Chief executive of South African Institution of Civil Engineering (Saice), Manglin Pillay. Picture: Facebook
JOHANNESBURG - The SA Institution of Civil Engineering (SAICE) has decided after an emergency meeting of its executive board to retain chief executive Manglin Pillay, who questioned the wisdom of investing heavily to attract women into science, technology, engineering and mathematics (STEM) careers.

Errol Kerst, the president of SAICE, said while the publication of Pillay’s article was unfortunate, they could not ignore his invaluable contribution to SAICE and to the broader engineering sector over the past eight years.

“The board has accepted his apology and his acknowledgement of the public furore this has caused,” he said.

The article was in the July 2018 edition of SAICE’s Civil Engineering Magazine.

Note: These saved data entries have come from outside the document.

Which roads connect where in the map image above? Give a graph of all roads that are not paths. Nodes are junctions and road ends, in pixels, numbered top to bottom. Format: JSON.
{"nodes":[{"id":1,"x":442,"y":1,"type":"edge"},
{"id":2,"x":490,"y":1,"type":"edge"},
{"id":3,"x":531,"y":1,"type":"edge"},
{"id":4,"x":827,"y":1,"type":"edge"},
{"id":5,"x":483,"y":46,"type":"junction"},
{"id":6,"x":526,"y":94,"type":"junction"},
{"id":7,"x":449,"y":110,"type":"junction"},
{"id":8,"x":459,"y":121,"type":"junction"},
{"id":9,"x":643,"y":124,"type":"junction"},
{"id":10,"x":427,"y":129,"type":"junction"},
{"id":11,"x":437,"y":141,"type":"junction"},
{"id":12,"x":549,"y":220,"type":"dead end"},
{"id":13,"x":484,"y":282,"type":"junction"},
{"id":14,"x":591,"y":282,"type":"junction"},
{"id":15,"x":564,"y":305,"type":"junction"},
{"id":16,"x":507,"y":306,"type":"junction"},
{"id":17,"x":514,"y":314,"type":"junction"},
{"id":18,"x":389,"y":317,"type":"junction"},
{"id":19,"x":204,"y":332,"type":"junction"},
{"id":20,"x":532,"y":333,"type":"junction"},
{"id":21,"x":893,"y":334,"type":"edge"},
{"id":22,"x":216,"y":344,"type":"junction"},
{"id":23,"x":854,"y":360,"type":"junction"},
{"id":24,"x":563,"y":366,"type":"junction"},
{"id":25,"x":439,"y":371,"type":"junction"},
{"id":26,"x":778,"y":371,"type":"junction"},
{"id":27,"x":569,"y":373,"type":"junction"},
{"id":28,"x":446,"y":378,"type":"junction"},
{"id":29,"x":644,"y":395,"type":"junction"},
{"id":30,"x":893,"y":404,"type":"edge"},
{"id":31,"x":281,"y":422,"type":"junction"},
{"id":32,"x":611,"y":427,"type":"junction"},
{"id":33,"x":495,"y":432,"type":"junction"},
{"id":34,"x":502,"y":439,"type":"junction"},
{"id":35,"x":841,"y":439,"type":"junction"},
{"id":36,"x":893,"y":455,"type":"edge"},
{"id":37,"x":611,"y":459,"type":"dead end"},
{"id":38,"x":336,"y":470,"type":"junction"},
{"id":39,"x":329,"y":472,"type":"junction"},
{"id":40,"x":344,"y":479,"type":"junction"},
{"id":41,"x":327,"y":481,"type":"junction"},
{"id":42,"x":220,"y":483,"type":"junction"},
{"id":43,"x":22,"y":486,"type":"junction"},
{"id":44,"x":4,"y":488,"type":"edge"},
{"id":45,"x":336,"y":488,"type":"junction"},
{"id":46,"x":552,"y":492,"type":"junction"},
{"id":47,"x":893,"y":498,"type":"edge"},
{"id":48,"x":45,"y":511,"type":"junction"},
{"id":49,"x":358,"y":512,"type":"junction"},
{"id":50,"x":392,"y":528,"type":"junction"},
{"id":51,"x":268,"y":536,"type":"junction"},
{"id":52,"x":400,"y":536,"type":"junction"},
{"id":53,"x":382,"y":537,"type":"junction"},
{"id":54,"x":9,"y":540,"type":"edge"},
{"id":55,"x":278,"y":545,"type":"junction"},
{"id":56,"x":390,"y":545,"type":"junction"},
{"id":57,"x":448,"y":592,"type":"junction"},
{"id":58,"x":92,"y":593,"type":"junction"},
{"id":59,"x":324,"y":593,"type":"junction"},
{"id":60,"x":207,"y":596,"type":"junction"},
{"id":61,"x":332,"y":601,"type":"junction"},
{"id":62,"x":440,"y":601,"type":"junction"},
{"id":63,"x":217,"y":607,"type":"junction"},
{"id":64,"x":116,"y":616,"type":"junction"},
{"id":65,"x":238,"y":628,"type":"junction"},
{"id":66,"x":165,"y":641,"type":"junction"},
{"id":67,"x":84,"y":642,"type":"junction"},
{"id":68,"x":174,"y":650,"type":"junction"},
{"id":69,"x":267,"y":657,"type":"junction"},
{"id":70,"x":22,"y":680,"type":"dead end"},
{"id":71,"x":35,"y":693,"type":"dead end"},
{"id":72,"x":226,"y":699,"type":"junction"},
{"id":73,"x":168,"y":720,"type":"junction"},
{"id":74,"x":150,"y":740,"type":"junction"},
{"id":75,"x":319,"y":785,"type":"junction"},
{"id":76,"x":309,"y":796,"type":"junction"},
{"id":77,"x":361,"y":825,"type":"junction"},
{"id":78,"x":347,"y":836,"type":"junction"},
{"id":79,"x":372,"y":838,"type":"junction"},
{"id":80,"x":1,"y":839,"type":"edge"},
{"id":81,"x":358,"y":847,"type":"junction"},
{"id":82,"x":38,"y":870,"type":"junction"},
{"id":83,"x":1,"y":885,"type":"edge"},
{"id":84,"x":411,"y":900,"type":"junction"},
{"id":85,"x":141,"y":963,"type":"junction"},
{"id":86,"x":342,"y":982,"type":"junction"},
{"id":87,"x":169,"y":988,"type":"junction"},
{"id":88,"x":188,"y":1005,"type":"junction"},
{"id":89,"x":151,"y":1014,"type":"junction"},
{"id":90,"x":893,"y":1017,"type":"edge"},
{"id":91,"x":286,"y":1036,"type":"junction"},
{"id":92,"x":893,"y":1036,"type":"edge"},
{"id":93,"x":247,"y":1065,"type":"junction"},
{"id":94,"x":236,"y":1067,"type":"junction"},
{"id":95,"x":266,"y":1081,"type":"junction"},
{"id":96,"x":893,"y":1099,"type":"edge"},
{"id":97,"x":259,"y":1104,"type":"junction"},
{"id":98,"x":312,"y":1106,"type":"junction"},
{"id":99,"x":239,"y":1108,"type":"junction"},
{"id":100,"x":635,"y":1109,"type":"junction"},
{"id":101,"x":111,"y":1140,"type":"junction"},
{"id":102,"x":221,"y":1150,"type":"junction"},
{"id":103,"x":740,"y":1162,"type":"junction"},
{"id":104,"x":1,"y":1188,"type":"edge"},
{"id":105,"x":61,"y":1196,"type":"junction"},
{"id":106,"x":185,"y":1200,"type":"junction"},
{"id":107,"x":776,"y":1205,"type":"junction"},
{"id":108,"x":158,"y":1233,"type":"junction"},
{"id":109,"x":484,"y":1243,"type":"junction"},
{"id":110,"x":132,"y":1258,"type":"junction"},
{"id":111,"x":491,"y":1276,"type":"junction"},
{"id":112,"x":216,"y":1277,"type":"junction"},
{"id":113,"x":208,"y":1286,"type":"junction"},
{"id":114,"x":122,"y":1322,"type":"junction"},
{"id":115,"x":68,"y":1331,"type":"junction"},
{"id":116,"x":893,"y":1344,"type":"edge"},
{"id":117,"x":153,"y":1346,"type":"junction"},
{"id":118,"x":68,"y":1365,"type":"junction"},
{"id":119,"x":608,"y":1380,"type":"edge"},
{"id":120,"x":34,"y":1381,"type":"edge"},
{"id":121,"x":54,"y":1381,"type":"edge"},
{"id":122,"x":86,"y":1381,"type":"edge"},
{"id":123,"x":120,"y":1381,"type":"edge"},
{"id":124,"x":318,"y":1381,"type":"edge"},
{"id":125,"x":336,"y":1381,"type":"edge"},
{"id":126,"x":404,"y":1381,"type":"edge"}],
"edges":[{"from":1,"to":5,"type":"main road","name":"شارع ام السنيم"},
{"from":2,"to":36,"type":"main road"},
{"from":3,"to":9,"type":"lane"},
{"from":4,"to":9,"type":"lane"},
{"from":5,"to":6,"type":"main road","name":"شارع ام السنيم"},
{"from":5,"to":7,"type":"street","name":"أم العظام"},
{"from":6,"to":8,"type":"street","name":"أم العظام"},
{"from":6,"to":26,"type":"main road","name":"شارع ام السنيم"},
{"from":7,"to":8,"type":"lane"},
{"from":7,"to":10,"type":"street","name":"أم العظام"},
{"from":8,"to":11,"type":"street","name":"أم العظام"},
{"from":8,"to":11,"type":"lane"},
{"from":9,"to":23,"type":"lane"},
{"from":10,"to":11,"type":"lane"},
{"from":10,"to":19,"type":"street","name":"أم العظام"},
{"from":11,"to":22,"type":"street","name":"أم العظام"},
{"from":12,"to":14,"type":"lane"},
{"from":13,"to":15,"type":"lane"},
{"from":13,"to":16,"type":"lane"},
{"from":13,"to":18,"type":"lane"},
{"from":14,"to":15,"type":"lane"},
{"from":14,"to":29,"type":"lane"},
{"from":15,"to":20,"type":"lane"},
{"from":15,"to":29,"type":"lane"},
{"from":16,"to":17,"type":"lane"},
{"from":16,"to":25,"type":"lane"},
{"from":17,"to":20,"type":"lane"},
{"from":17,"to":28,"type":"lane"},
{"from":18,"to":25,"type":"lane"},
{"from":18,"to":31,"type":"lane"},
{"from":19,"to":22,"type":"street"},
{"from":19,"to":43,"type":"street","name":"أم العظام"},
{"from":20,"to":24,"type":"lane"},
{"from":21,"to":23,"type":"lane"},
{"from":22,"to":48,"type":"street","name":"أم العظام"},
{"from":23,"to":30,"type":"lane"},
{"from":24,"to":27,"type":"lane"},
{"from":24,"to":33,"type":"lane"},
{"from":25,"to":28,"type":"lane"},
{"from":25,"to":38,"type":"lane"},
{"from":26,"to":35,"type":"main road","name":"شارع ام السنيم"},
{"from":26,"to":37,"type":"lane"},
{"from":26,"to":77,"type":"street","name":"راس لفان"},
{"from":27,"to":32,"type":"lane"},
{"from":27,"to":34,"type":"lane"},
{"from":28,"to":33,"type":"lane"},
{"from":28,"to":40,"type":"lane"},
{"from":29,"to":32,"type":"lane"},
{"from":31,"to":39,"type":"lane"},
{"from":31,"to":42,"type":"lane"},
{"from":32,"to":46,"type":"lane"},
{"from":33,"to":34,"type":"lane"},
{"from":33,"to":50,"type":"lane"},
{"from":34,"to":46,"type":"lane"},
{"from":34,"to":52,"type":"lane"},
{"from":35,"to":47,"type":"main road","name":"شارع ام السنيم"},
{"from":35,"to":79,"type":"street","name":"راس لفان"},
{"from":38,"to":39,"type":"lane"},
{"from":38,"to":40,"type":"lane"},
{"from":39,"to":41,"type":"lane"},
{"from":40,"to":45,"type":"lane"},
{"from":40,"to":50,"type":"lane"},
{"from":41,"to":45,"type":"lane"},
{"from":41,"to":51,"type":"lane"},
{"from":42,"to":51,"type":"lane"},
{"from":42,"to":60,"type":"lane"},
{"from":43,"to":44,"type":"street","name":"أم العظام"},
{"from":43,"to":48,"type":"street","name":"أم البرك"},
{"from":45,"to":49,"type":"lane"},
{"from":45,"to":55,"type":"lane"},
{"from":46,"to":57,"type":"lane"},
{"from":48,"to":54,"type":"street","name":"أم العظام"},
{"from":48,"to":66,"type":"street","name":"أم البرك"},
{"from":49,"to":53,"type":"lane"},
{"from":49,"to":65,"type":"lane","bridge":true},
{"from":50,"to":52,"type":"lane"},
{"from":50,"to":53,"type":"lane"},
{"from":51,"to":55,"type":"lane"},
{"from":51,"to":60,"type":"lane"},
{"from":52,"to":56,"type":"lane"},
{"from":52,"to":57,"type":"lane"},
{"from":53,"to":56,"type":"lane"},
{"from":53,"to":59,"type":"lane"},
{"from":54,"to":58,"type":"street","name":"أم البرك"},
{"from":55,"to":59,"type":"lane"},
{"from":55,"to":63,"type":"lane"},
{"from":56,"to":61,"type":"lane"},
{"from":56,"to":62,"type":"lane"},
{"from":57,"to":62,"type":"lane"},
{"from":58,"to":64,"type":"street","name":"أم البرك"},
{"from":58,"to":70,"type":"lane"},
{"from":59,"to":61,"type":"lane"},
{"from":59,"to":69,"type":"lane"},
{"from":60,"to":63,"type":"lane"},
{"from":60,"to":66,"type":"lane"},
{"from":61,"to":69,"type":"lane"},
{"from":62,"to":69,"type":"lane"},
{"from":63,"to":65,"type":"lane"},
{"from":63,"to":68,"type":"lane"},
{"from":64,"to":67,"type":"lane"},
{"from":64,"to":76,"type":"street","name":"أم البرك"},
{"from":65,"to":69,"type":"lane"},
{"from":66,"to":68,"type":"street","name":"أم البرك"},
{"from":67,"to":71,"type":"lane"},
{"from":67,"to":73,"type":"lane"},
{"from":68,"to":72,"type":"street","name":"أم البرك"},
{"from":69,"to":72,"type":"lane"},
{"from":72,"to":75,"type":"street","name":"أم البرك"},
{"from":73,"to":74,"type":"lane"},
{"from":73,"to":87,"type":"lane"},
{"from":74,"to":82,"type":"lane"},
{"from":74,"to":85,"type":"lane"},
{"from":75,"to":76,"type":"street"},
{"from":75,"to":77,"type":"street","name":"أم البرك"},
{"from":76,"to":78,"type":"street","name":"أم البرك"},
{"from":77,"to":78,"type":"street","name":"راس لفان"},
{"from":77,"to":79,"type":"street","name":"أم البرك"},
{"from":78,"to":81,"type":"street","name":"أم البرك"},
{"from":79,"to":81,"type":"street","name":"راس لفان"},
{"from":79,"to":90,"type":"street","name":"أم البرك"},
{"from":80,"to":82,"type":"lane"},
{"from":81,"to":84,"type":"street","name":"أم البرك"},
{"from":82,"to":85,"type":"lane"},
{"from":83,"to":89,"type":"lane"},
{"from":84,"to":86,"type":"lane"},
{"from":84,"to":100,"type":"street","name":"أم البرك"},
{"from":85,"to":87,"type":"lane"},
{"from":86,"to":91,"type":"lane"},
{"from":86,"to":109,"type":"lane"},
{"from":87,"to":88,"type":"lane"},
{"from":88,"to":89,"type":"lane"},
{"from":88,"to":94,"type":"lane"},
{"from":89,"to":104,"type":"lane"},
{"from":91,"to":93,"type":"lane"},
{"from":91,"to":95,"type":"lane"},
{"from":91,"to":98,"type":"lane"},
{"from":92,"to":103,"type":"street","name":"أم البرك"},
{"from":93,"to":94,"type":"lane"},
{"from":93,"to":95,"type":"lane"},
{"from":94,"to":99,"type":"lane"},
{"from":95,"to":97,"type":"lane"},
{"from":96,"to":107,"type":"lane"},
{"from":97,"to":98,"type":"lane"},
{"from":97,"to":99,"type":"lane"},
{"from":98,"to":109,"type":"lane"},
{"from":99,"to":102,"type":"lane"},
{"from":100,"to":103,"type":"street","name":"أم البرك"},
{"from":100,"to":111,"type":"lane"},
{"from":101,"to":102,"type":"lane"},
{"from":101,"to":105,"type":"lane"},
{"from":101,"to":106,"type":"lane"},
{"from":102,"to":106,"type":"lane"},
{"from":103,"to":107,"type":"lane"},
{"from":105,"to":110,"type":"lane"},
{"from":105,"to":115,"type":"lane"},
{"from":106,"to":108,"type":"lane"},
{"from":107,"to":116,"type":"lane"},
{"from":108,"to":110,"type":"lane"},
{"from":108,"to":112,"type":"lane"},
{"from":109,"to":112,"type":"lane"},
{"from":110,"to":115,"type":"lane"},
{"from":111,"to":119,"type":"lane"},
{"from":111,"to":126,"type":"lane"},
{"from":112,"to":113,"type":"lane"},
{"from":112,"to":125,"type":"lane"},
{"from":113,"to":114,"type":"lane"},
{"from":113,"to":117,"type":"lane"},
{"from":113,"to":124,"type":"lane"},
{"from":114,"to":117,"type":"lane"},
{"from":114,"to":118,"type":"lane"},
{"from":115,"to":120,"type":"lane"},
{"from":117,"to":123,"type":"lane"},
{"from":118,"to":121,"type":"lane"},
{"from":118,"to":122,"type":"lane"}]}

In the article, Pillay among other things said: “Given that money, time and resources are constrained, and evidence pointing to women being predisposed to caring and people careers, should we be investing so heavily in attracting women into STEM careers, specifically engineering, or should we invest it in creating more gender-equal societies?”

The executive board of SAICE earlier this week officially distanced itself from what it referred to as “this unfortunate article”, adding that Pillay’s views in no way reflected the opinions of SAICE’s membership of more than 12000.

Kerst said on Wednesday that SAICE’s board regretted the publication of Pillay’s article and additional steps had been put in place internally “to ensure that this does not happen again”.

He added that the board had agreed to establish an inclusive team to intensify existing initiatives to redress gender and diversity issues within the engineering sector.

The Minister of Science and Technology, Mmamoloko Kubayi-Ngubane, has noted Pillay's comments with dismay.

Kubayi-Ngubane said on Wednesday that she believed the suggestion that women have no place in the field of engineering smacked of sexism and perpetuated the notion that women were better off as mere caregivers who could not compete with their male counterparts as professionals.

“This reverses efforts in society to tilt the scales and ensure that women, who constitute half of the population, receive equal recognition in the workplace and are not blocked from ascending to managerial positions that are still dominated by men."